## Problem:
Could you print the lines below exactly, from the one holding "For a GIS import: Give" through the last line, with no other output?

## Dataset content:
********

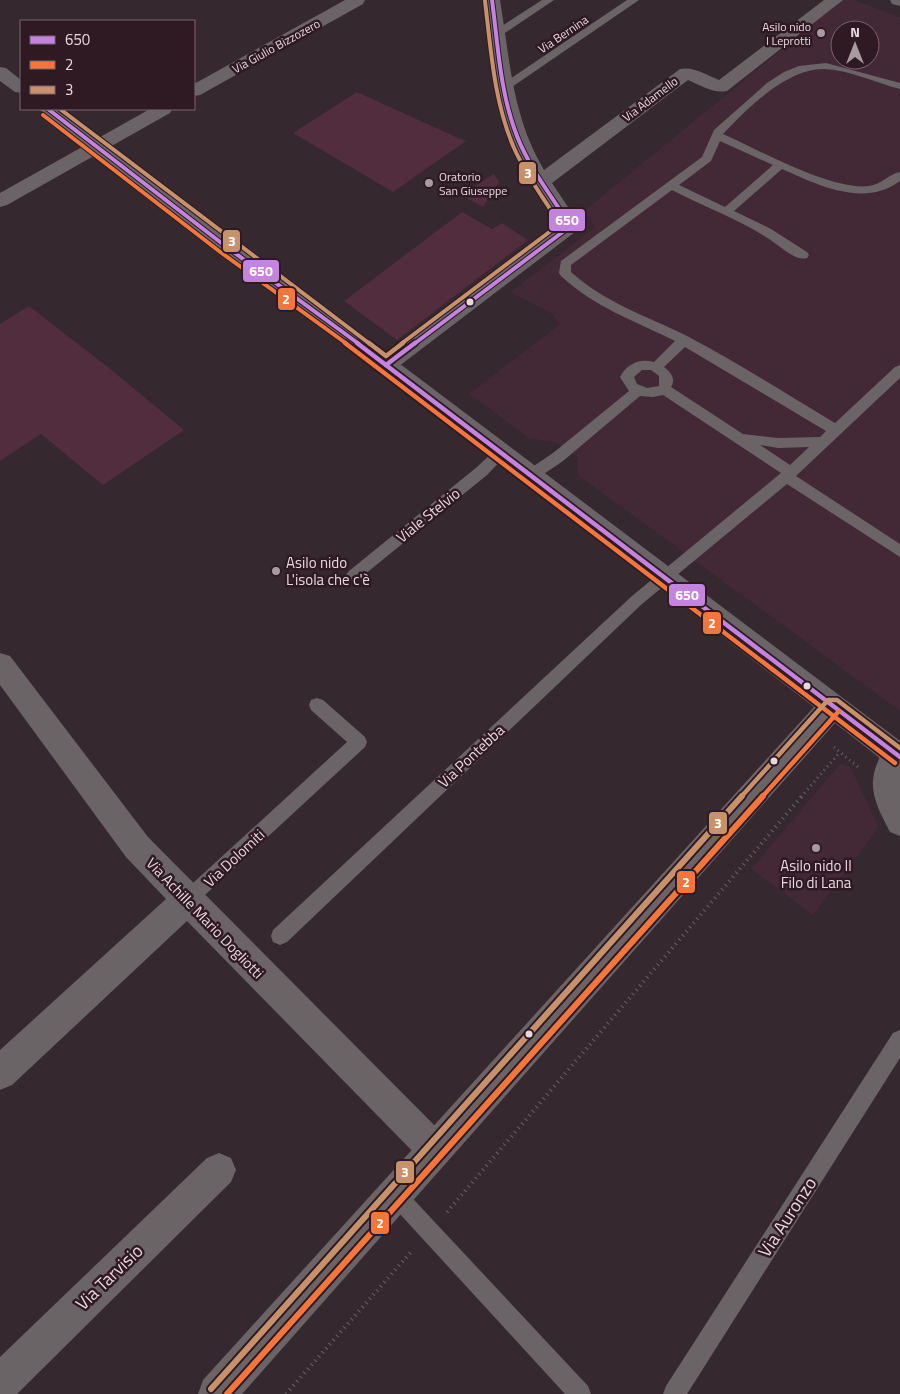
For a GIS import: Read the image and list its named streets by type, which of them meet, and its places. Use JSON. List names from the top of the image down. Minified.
{"streets":{"street":["Via Giulio Bizzozero","Via Adamello","Via Dolomiti","Via Achille Mario Dogliotti","Via Tarvisio"],"lane":["Via Bernina","Viale Stelvio","Via Pontebba","Via Auronzo"]},"crossings":[["Via Dolomiti","Via Achille Mario Dogliotti"]],"places":["Asilo nido I Leprotti","Oratorio San Giuseppe","Asilo nido L'isola che c'è","Asilo nido Il Filo di Lana"],"lines":["transit line 650","transit line 3","transit line 2"],"legend":["650","2","3"],"north":"top"}
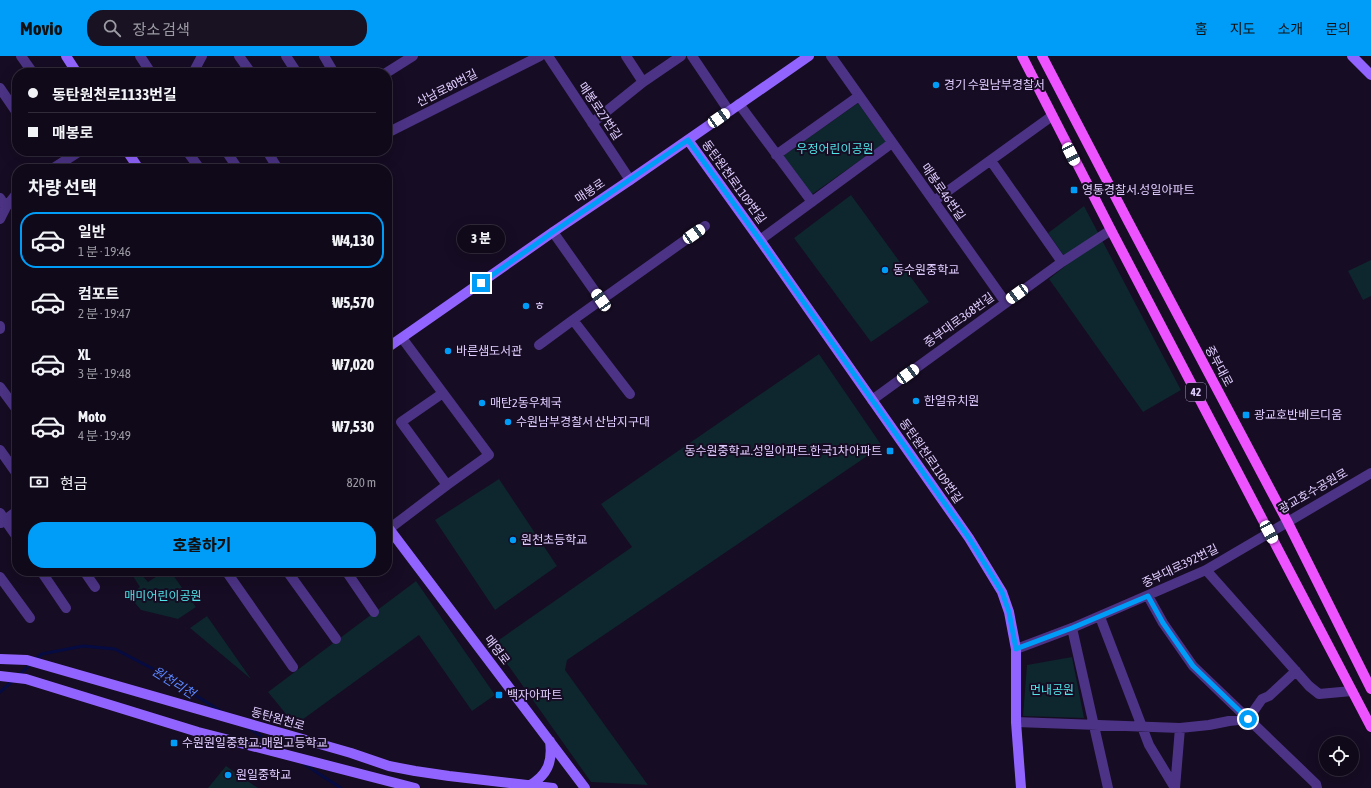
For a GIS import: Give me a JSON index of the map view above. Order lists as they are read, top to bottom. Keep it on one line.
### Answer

********

## Result of the task:
For a GIS import: Give me a JSON index of the map view above. Order lists as they are read, top to bottom. Keep it on one line.
### Answer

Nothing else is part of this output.